## REQUIREMENT
Copy every line from the records below that carries the word "Lackawanna".

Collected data

------------------------------------------------------------

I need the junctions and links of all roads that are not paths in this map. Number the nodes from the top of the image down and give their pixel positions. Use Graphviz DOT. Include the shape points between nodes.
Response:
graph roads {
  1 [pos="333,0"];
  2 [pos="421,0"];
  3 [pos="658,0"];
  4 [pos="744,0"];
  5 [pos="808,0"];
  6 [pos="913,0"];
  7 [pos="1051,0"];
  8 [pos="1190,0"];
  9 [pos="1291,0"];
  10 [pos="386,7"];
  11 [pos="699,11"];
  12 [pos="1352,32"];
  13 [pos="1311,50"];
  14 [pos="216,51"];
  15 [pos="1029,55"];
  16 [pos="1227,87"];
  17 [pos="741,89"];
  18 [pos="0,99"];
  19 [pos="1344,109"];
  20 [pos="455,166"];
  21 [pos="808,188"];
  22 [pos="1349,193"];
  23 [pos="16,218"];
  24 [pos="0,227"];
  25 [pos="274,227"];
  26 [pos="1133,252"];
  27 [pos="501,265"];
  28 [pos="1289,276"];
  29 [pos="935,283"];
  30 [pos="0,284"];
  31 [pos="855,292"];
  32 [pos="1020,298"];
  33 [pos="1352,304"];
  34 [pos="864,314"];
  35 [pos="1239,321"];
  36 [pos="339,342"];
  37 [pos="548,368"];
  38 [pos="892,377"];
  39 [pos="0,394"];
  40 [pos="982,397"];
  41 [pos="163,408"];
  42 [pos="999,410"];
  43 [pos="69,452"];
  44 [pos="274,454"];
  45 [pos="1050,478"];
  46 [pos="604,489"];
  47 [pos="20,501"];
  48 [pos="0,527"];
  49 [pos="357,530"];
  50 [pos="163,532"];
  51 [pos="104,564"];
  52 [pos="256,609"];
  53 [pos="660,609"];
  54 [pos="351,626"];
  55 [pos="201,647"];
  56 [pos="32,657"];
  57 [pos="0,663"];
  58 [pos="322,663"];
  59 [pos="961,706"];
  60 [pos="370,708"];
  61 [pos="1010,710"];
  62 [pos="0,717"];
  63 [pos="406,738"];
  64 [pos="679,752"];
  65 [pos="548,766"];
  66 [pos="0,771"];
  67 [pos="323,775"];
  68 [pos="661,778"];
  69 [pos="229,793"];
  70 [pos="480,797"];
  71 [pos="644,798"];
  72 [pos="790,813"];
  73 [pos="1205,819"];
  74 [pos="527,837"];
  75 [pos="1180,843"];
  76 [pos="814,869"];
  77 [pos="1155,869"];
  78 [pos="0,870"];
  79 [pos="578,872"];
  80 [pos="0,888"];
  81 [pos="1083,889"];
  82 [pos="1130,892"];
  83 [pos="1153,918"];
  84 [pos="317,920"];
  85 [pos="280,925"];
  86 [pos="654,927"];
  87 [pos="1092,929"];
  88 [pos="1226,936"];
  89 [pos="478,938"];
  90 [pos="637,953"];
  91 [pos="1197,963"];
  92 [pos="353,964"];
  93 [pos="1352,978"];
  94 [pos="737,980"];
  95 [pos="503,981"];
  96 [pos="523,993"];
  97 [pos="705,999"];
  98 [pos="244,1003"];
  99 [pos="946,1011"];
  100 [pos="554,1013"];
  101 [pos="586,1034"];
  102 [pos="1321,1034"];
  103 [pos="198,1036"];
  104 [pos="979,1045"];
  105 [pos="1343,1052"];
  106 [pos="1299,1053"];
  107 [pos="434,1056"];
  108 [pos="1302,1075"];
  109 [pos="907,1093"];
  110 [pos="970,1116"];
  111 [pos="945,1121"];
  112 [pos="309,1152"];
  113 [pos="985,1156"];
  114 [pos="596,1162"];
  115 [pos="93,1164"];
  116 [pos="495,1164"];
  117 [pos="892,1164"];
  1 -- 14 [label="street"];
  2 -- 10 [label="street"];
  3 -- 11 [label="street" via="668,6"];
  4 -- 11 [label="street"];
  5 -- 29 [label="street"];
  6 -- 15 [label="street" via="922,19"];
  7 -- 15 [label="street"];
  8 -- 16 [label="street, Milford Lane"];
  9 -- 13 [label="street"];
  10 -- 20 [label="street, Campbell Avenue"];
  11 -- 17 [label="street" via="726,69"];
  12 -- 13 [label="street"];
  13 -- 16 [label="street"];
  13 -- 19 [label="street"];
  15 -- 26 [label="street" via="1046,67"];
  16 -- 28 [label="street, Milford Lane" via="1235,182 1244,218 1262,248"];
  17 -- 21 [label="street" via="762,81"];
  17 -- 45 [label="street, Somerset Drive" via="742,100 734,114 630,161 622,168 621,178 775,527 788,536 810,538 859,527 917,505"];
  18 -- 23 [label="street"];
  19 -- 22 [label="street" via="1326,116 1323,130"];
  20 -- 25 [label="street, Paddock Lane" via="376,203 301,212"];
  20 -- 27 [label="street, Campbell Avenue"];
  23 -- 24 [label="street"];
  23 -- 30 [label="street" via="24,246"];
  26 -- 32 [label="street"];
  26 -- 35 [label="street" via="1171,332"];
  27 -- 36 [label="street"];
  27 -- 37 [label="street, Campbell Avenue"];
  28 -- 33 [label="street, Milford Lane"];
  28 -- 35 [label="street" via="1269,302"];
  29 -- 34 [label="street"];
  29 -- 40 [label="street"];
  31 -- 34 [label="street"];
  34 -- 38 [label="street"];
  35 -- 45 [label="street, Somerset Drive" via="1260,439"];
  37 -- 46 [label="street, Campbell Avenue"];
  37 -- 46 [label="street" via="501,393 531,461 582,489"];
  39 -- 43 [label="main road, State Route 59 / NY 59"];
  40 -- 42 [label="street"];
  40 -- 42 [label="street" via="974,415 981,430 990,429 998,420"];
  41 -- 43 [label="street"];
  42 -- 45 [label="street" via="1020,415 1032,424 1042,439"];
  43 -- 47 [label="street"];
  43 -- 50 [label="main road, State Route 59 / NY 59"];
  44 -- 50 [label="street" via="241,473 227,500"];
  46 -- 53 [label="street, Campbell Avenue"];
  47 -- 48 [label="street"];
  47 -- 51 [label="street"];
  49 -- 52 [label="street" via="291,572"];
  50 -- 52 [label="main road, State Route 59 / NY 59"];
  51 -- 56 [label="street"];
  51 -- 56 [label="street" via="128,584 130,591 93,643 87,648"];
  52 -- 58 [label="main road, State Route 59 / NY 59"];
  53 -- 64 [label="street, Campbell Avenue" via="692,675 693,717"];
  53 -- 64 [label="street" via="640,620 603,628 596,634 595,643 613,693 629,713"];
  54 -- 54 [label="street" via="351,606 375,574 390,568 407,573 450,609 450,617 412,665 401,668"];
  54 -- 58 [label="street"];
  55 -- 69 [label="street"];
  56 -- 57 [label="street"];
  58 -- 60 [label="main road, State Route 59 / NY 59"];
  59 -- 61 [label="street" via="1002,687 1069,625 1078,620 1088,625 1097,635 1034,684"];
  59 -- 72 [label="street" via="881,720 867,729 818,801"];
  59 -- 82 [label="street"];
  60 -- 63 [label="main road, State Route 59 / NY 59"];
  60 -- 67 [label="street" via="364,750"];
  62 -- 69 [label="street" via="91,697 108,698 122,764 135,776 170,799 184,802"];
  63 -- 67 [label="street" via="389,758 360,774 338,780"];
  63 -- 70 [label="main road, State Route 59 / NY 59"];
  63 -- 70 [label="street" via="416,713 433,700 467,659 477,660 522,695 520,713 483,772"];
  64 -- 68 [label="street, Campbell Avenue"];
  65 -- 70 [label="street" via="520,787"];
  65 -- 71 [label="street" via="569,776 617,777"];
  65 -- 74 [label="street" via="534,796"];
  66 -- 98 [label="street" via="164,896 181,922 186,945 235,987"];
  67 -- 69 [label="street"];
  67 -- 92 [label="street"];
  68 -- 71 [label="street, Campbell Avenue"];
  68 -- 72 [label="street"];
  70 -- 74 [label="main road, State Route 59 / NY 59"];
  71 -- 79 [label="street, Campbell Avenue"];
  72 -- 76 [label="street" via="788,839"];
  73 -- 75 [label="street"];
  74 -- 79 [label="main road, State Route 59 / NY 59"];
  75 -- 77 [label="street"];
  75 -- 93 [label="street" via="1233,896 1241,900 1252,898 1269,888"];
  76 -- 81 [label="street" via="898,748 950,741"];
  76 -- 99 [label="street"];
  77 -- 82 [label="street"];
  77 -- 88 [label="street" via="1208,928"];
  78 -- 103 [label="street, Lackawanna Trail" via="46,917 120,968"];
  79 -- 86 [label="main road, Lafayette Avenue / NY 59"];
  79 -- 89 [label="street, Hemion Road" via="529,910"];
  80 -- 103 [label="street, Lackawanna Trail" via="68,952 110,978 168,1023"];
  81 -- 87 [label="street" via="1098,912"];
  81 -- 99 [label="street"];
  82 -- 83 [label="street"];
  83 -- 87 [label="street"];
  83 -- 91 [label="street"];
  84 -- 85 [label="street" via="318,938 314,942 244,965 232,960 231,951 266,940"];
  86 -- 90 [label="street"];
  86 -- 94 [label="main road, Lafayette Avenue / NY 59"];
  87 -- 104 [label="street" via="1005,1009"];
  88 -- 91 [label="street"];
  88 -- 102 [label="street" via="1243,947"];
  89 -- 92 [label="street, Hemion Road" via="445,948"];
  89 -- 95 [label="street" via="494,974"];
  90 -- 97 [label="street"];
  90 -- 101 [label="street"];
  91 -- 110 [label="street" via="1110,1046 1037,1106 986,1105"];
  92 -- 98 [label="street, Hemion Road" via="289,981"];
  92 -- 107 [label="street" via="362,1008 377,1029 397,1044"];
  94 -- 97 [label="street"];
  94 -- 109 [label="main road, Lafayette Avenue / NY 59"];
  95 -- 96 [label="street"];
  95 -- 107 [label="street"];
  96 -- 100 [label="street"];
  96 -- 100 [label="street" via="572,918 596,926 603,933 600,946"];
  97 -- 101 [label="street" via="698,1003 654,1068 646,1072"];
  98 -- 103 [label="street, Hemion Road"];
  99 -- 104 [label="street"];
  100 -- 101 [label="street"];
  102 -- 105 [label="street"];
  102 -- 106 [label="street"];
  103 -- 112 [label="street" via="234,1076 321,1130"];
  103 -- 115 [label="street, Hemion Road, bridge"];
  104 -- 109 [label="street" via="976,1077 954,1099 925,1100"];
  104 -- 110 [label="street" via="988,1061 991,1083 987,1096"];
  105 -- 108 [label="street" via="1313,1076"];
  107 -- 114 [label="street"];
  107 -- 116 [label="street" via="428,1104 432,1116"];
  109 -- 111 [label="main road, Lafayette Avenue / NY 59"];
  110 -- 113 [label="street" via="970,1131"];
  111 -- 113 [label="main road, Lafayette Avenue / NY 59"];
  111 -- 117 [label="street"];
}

------------------------------------------------------------

## RESPONSE AREA
  78 -- 103 [label="street, Lackawanna Trail" via="46,917 120,968"];
  80 -- 103 [label="street, Lackawanna Trail" via="68,952 110,978 168,1023"];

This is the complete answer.